• Task to complete
Repeat every entry exactly. Pictures stay out.

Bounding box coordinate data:
********

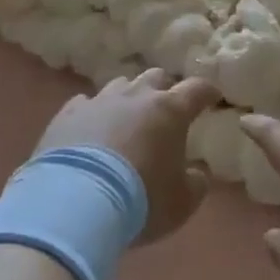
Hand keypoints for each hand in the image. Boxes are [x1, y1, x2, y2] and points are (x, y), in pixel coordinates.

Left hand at [37, 69, 223, 243]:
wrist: (76, 202)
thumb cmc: (141, 199)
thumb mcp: (182, 202)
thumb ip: (196, 182)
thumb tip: (197, 172)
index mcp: (170, 111)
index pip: (197, 89)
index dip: (207, 92)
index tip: (212, 97)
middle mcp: (135, 96)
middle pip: (156, 77)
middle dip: (165, 89)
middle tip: (167, 109)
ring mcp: (99, 101)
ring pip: (120, 85)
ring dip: (128, 98)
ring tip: (127, 118)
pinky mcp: (67, 113)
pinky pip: (85, 103)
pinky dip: (94, 113)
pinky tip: (91, 128)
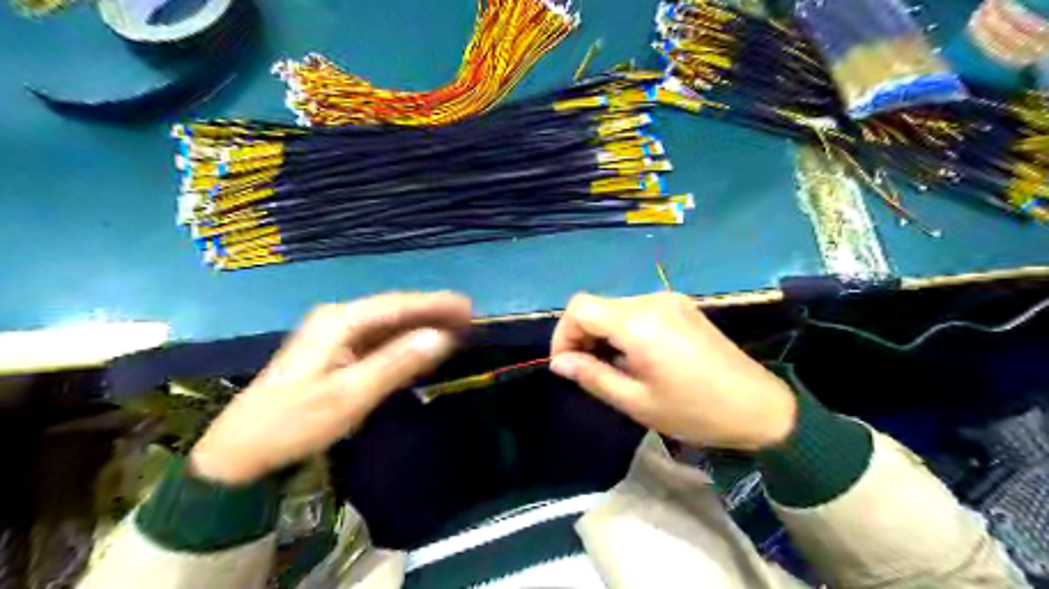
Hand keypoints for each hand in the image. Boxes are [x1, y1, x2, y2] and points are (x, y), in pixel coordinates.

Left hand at [190, 291, 470, 484]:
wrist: (242, 450)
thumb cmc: (295, 422)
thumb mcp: (349, 395)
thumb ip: (396, 363)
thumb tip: (440, 337)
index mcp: (339, 321)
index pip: (397, 305)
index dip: (435, 304)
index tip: (468, 307)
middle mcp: (339, 320)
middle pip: (395, 310)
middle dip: (432, 313)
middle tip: (469, 318)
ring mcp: (337, 336)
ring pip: (389, 325)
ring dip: (421, 327)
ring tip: (455, 329)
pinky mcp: (338, 353)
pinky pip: (380, 341)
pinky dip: (405, 343)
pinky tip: (423, 348)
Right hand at [549, 292, 795, 450]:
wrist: (759, 407)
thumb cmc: (694, 411)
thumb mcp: (636, 402)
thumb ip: (592, 376)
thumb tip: (559, 363)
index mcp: (638, 322)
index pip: (579, 308)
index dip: (563, 334)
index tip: (566, 365)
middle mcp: (651, 300)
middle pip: (596, 305)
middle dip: (581, 335)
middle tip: (586, 371)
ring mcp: (669, 300)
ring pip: (615, 307)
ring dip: (603, 333)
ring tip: (611, 367)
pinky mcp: (681, 306)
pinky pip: (637, 310)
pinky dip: (623, 329)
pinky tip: (635, 356)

********

• Written answer
Hand keypoints for each hand in the image. Boxes are [x1, y1, x2, y2] and points are (x, y), in pixel coordinates.

Left hand at [37, 69, 223, 243]:
wrist: (76, 202)
thumb cmc: (141, 199)
thumb mcp: (182, 202)
thumb ip: (196, 182)
thumb tip: (197, 172)
index mcp: (170, 111)
index pip: (197, 89)
index dip: (207, 92)
index tip: (212, 97)
middle mcp: (135, 96)
middle pip: (156, 77)
middle dip: (165, 89)
middle tip: (167, 109)
ring mcp: (99, 101)
ring pip: (120, 85)
ring dip: (128, 98)
ring tip: (127, 118)
pinky mcp: (67, 113)
pinky pip: (85, 103)
pinky dip: (94, 113)
pinky tip: (91, 128)
Hand keypoints for each hand in the image. Boxes are [x1, y1, x2, y2] and points are (x, y), in pixel coordinates.

Left hand at [190, 291, 470, 484]:
wrist: (242, 450)
thumb cmc: (295, 422)
thumb mcp: (349, 395)
thumb ip: (396, 363)
thumb tip: (440, 337)
index mcp: (339, 321)
index pip: (397, 305)
index dip: (435, 304)
index tip: (468, 307)
middle mcp: (339, 320)
middle pip: (395, 310)
middle dip: (432, 313)
middle tip: (469, 318)
ring mcp: (337, 336)
ring pip: (389, 325)
ring dip: (421, 327)
ring tip: (455, 329)
pinky mcp: (338, 353)
pinky pip: (380, 341)
pinky dip: (405, 343)
pinky tip: (423, 348)
Right hand at [549, 292, 795, 450]:
wrist: (759, 407)
thumb cmc: (694, 411)
thumb mcp: (636, 402)
thumb ip: (592, 376)
thumb tip: (559, 363)
index mcp: (638, 322)
index pip: (579, 308)
index dip: (563, 334)
index tip: (566, 365)
middle mcp: (651, 300)
middle pip: (596, 305)
middle dip: (581, 335)
middle tip: (586, 371)
ring mcp: (669, 300)
ring pip: (615, 307)
ring dip: (603, 333)
ring tip: (611, 367)
pinky mcp: (681, 306)
pinky pip: (637, 310)
pinky dip: (623, 329)
pinky tip: (635, 356)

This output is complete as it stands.